Although it is stated in the Standard that TO is required to parse, it has been discovered that one can't write a standard program to test this. So implementations of TO are possible that do not parse at all and are standard compliant. That is not to say that parsing words are not possible or useful. One of my favorites is the defining word OS-IMPORT : "/usr/bin/ee" OS-IMPORT my-favorite-editor This defines a word my-favorite-editor with a path as given. my-favorite-edit a b c generates a string "/usr/bin/ee a b c" and passes it to SYSTEM.
> >Most people find the use of the stack to be a problem for them while it >is really no big deal. It's just different. Forth has other issues >which relate to the fact that not so many people use it. But it seems >to be a very useful tool to me.
I'm inclined to say that a stack works purely sequential, and and infix notation with high priority operators and brackets. give much more of a visual clue about what is intended. a*b+c*d (after training) groups things together. For a b * c d * + the question "what is the first term of the addition?" is indeed slightly harder to answer. You have to think, the visual system doesn't help you here.
> >-- > >Rick
Groetjes Albert. -- Albert van der Horst, UTRECHT,THE NETHERLANDS Economic growth -- being exponential -- ultimately falters. albert@spe&ar&c.xs4all.nl &=n http://home.hccnet.nl/a.w.m.van.der.horst
On 10/26/2014 3:21 PM, Albert van der Horst wrote:
> In article <m2gps1$12c$1@dont-email.me>, rickman <gnuarm@gmail.com> wrote: >> >> Most people find the use of the stack to be a problem for them while it >> is really no big deal. It's just different. Forth has other issues >> which relate to the fact that not so many people use it. But it seems >> to be a very useful tool to me. > > I'm inclined to say that a stack works purely sequential, and and > infix notation with high priority operators and brackets. give > much more of a visual clue about what is intended. > a*b+c*d (after training) groups things together. > For > a b * c d * + > the question "what is the first term of the addition?" is indeed > slightly harder to answer. You have to think, the visual system > doesn't help you here.

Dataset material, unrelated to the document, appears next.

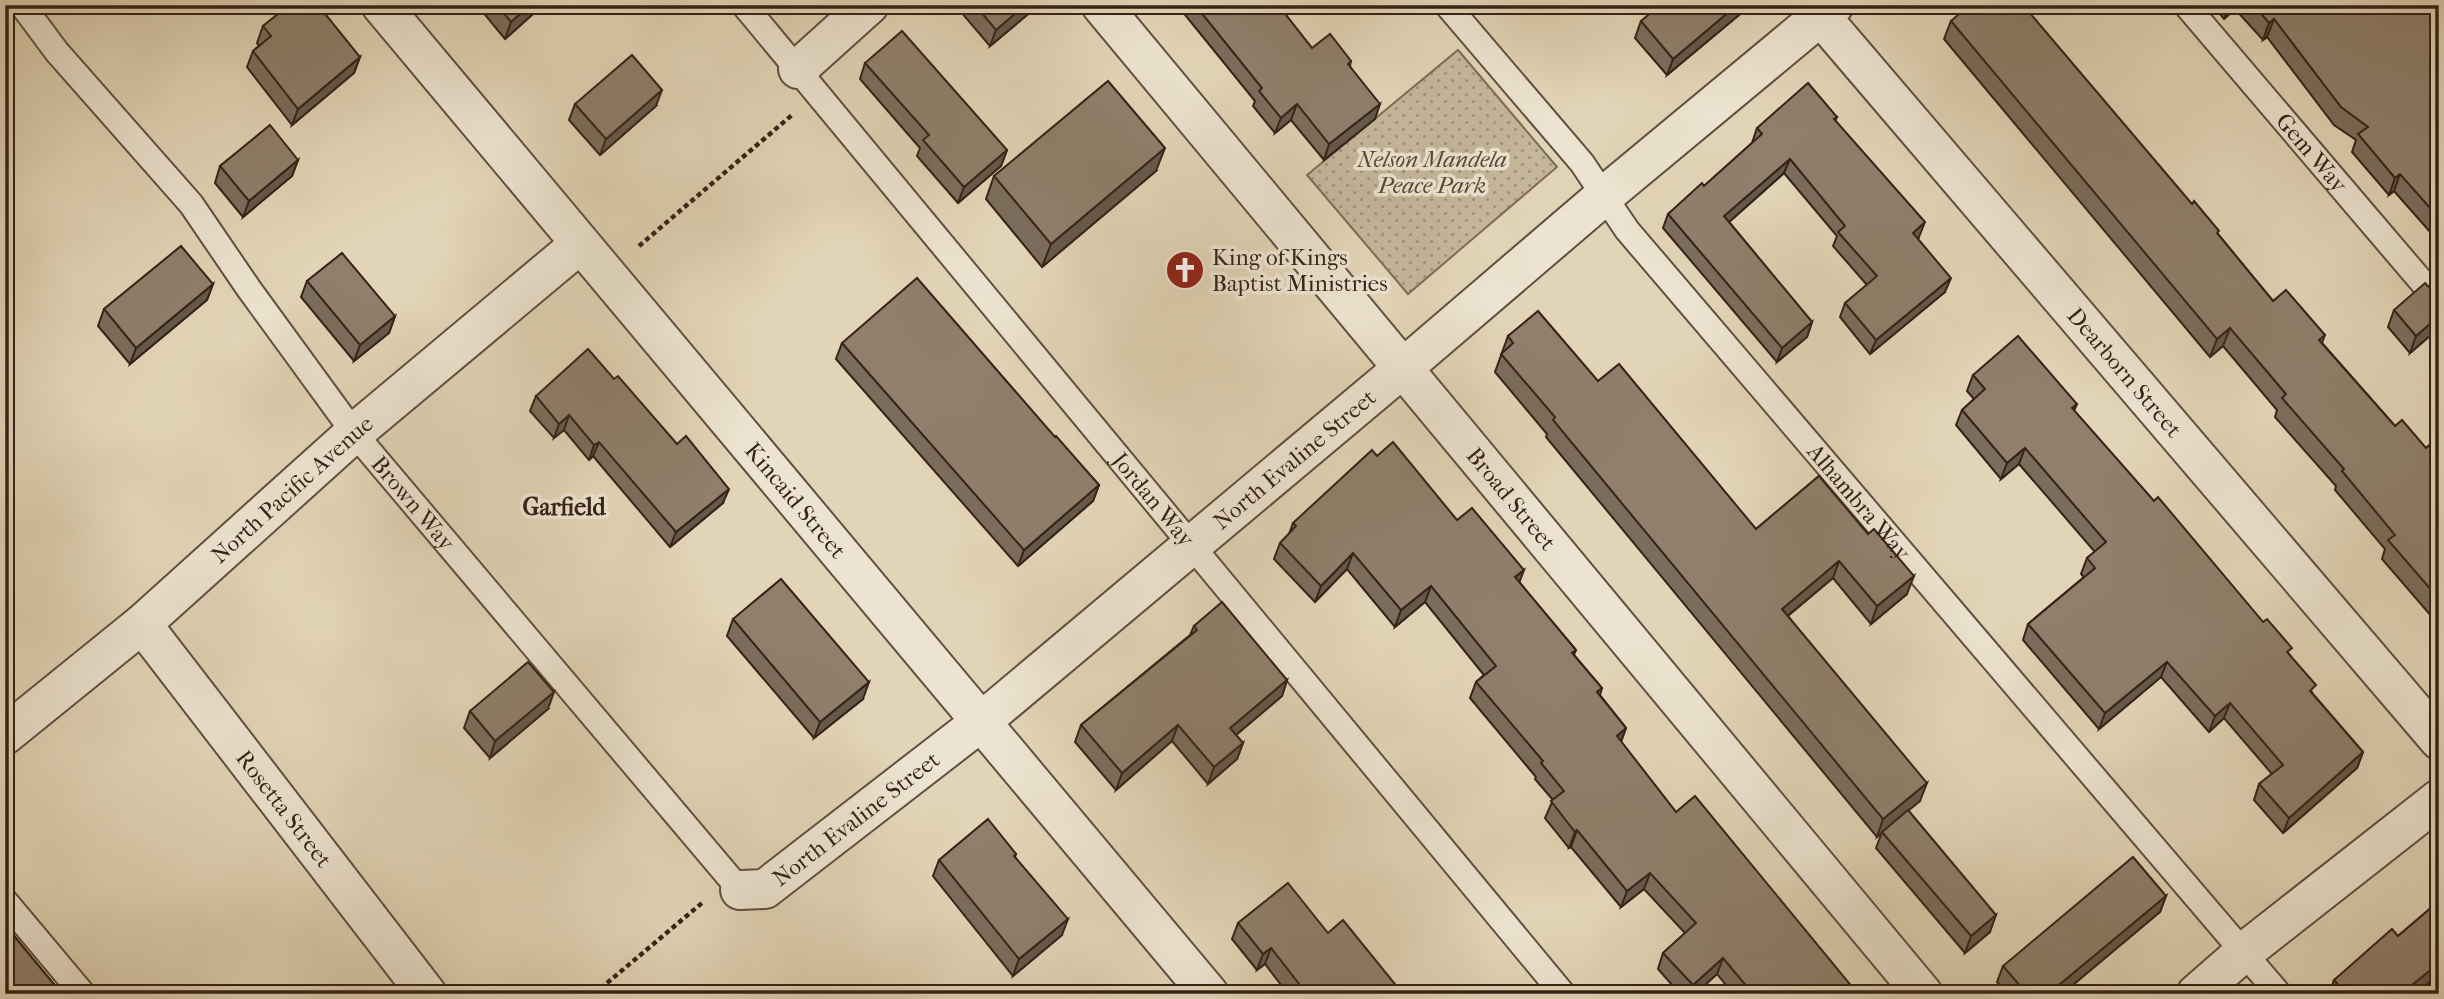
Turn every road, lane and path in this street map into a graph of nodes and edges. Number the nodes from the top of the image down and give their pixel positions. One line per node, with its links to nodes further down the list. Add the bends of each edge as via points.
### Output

Really? You can't see the bias from your early education where you learned to use parentheses? I can clearly pick out the terms from your example. If you asked about a more complex equation, then yes, postfix would not be as clear. But that is a very tiny part of Forth and I have yet to find it to be a problem. When I have an equation much more complex than the example you give I usually break it down into simpler pieces anyway no matter the language. -- Rick
Hi George,

On 10/26/2014 11:36 AM, George Neuner wrote:

>>> The relevance (if any) depends on whether you want to allow grammar >>> extensions direct access to your device API: i.e. whether the >>> extensions should be allowed to manipulate your (part of the) device >>> or whether they have to go through your provided language to do it. >> >> The goal is for people to be able to extend the "system" -- in whichever >> directions THEY choose -- and provide a simple way of configuring those >> enhancements (software/hardware/systems). It's a "low value" operation >> and, as such, doesn't merit lots of resources. OTOH, it shouldn't >> require "surgery" to tweek variables deep in the sources (these sorts >> of "selections" should be very visible without detailed inspection). > > I guess the real question is why *you* should be providing that? > You've already given them a way to control your gizmo and they have > the gizmo's API with which to construct a different command set if > they want.

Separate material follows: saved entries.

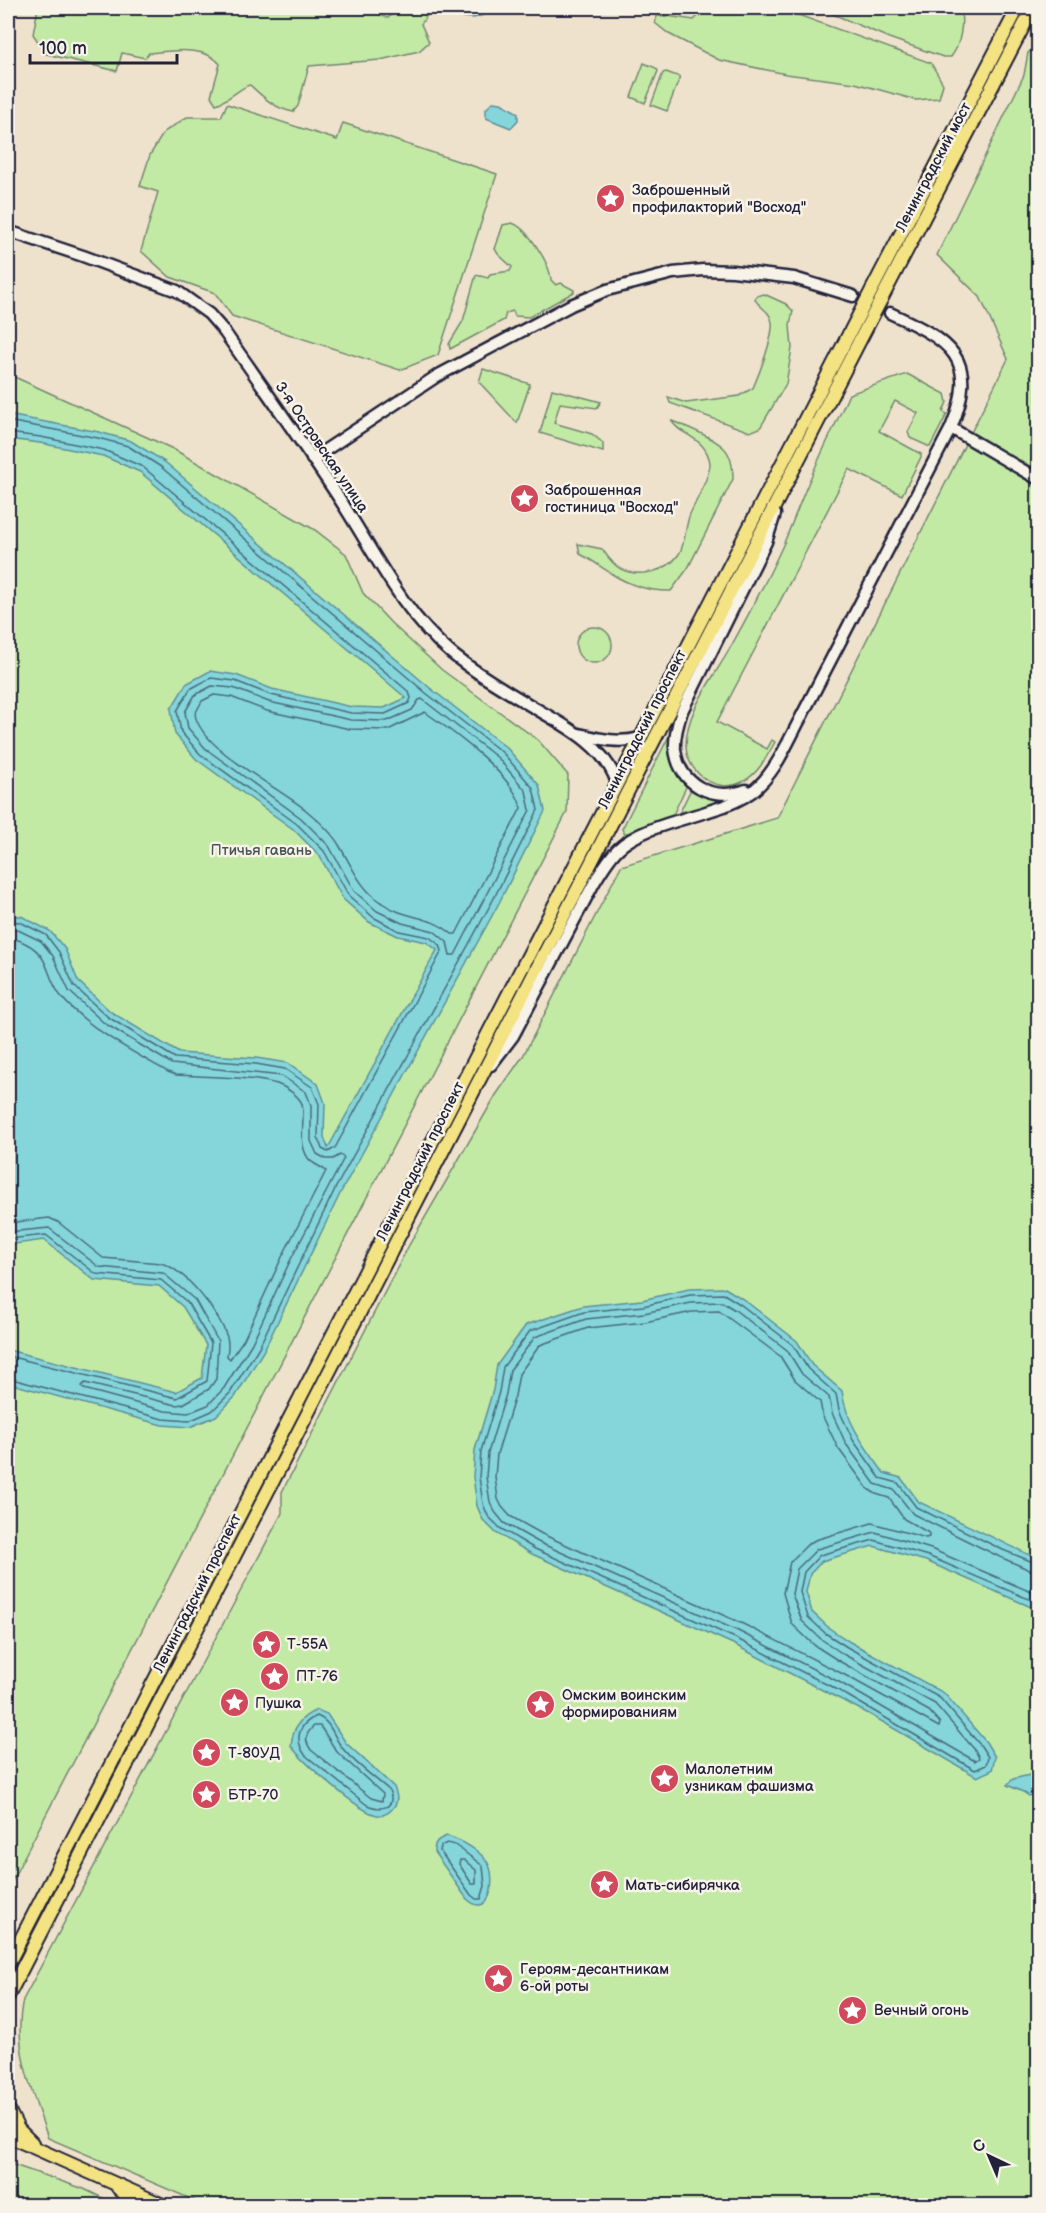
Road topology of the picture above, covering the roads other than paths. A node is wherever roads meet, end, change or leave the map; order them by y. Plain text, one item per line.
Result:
1 (1018, 8) edge
2 (1033, 8) edge
3 (8, 231) edge
4 (853, 296) dead end
5 (890, 313) dead end
6 (854, 337) junction
7 (951, 428) junction
8 (312, 459) junction
9 (1038, 479) edge
10 (780, 494) junction
11 (576, 733) junction
12 (640, 738) junction
13 (766, 777) junction
14 (617, 783) junction
15 (477, 1083) junction
16 (8, 1964) edge
17 (8, 1996) edge
18 (8, 2109) edge
19 (8, 2136) edge
20 (37, 2148) junction
21 (107, 2179) junction
22 (137, 2205) edge
23 (165, 2205) edge

1 - 6 main road, Ленинградский мост, bridge
2 - 6 main road, Ленинградский мост, bridge
3 - 8 street, 3-я Островская улица
4 - 8 street
5 - 7 street
6 - 10 main road, Ленинградский проспект
6 - 12 main road, Ленинградский проспект
7 - 9 street
7 - 13 street
8 - 11 street, 3-я Островская улица
10 - 13 street
10 - 15 main road, Ленинградский проспект
11 - 12 street
11 - 14 street
12 - 14 main road, Ленинградский проспект
13 - 15 street
14 - 16 main road, Ленинградский проспект
15 - 17 main road, Ленинградский проспект
18 - 20 main road
19 - 20 main road
20 - 21 main road
21 - 22 main road
21 - 23 main road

I have to provide some of these features to get ANY system configured, etc. I can do this as a completely independant "service" and require others to invent their own solution to THEIR problems (the customizations that they may implement). *Or*, I can put facilities in place that encourage them to "do as I have done" in the hopes of a tighter, more consistent implementation. I expect people to be inherently lazy and opt to *modify* something that is proven as "working" rather than trying to create something new, from scratch. But, in doing so, I have to make a decent attempt at anticipating the sorts of things they *may* want/need to do. (e.g., expecting everything to be VERB NOUN pairs might rub some folks the wrong way)

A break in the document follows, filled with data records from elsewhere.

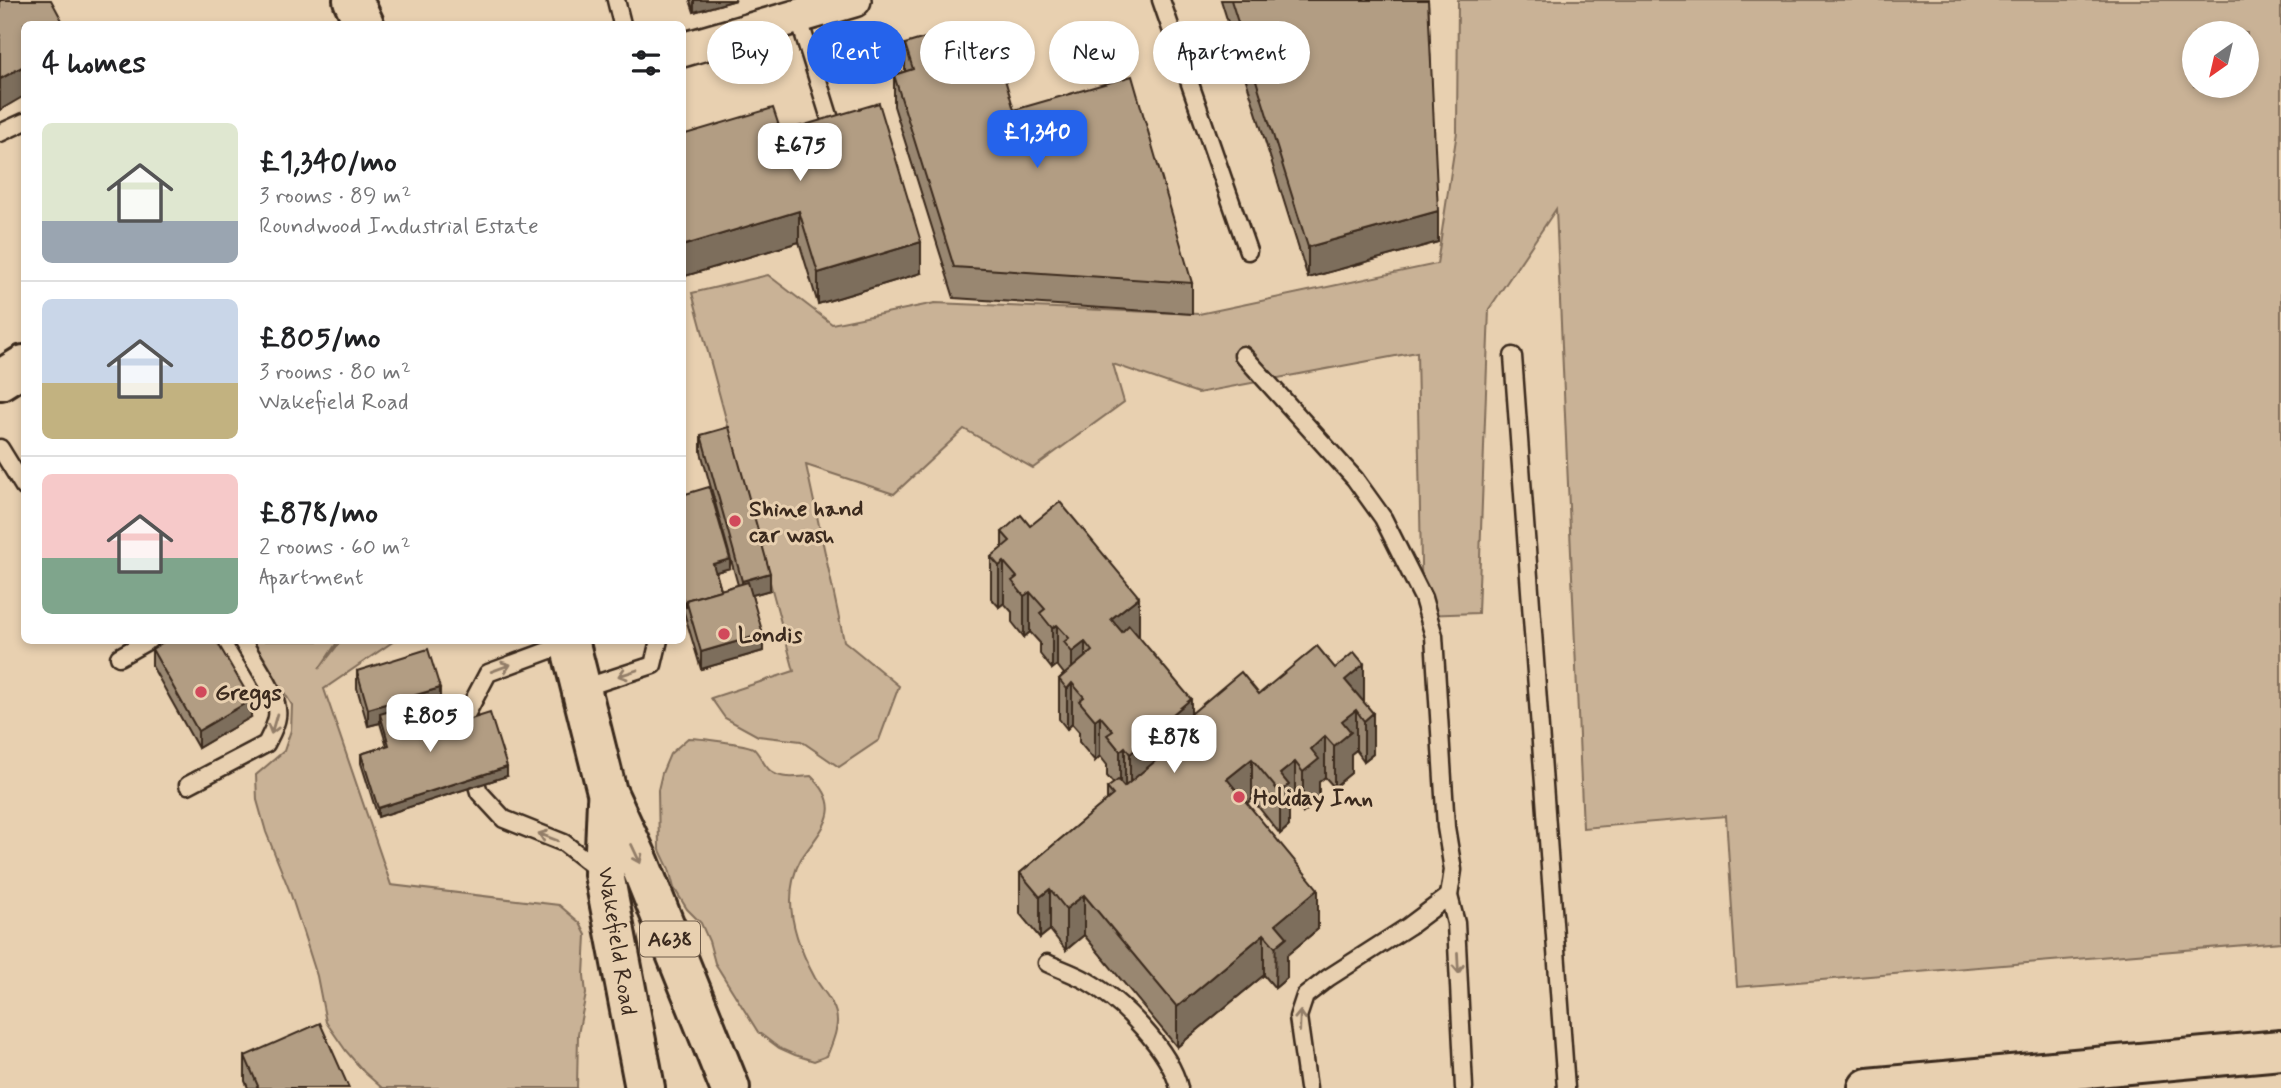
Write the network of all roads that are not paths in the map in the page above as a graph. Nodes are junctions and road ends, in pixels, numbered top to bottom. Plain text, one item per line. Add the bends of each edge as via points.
1 (616, 0) edge
2 (854, 0) edge
3 (1161, 0) edge
4 (798, 16) junction
5 (621, 21) edge
6 (686, 49) edge
7 (830, 119) edge
8 (21, 123) edge
9 (0, 133) edge
10 (1248, 251) dead end
11 (1243, 355) dead end
12 (1513, 356) dead end
13 (21, 367) edge
14 (0, 380) edge
15 (0, 449) edge
16 (21, 482) edge
17 (142, 644) edge
18 (244, 644) edge
19 (564, 644) edge
20 (569, 644) edge
21 (658, 644) edge
22 (119, 657) dead end
23 (580, 689) junction
24 (188, 785) dead end
25 (607, 792) junction
26 (604, 874) junction
27 (1448, 896) junction
28 (1047, 963) dead end
29 (2281, 1050) edge
30 (648, 1083) edge
31 (730, 1088) edge
32 (1179, 1088) edge
33 (1308, 1088) edge
34 (1464, 1088) edge
35 (1566, 1088) edge
36 (1868, 1088) edge

1 - 5 lane
2 - 4 street
3 - 10 lane
4 - 6 street
4 - 7 lane
8 - 9 lane
11 - 27 lane via 1354,479 1383,519 1423,598 1434,636 1453,870
12 - 35 lane
13 - 14 main road
15 - 16 lane
17 - 22 lane
18 -> 24 lane via 275,698 275,724 266,744
26 -> 19 lane via 564,843 504,819 479,792 460,726 488,673
20 - 23 main road, Wakefield Road / A638
21 -> 23 lane via 653,665
23 - 25 main road, Wakefield Road / A638
25 - 26 main road, Wakefield Road / A638
25 -> 31 main road, Wakefield Road / A638
26 - 30 main road, Wakefield Road / A638
33 -> 27 lane via 1297,1017 1305,996
27 -> 34 lane via 1457,923
28 - 32 lane via 1110,997 1170,1064
29 - 36 main road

>> I've considered it in the context of "settings" -- almost like twiddling >> envars -- except it need not be. I.e., the "commands" could initiate >> *actions* if so desired. >> >> I *hadn't* considered it as a "programming/scripting language" (which >> is why I called it a "command parser" and presented command line >> argument parsing and configuration file parsing as the examples to >> illustrate its intent. >> >> There *could* be some value to a real procedural language, there. >> But, when I conveyed the "Forth" suggestion to colleagues, it didn't >> fare well (I suspect that had more to do with "Forth" than the >> "programming language aspect" of the idea -- almost provincial! > > Forth - and Lisp, too - has a bad rep in many circles ... which is > unfortunate because sometimes it may be the simplest answer to the > problem.
That's true of all tools. How many folks avoid dynamic memory allocation in the belief that it is (inherently!) unsafe? Or, recursive implementations ("what happens if the recursion never stops?" "Well, same thing if your iteration never stops!")
> From what I've read I don't think you're really needing a programming > language. But then I'm still trying to figure out how sophisticated > the commands are likely to be ... they don't look like much from your > examples, but the discussion hints at more complexity.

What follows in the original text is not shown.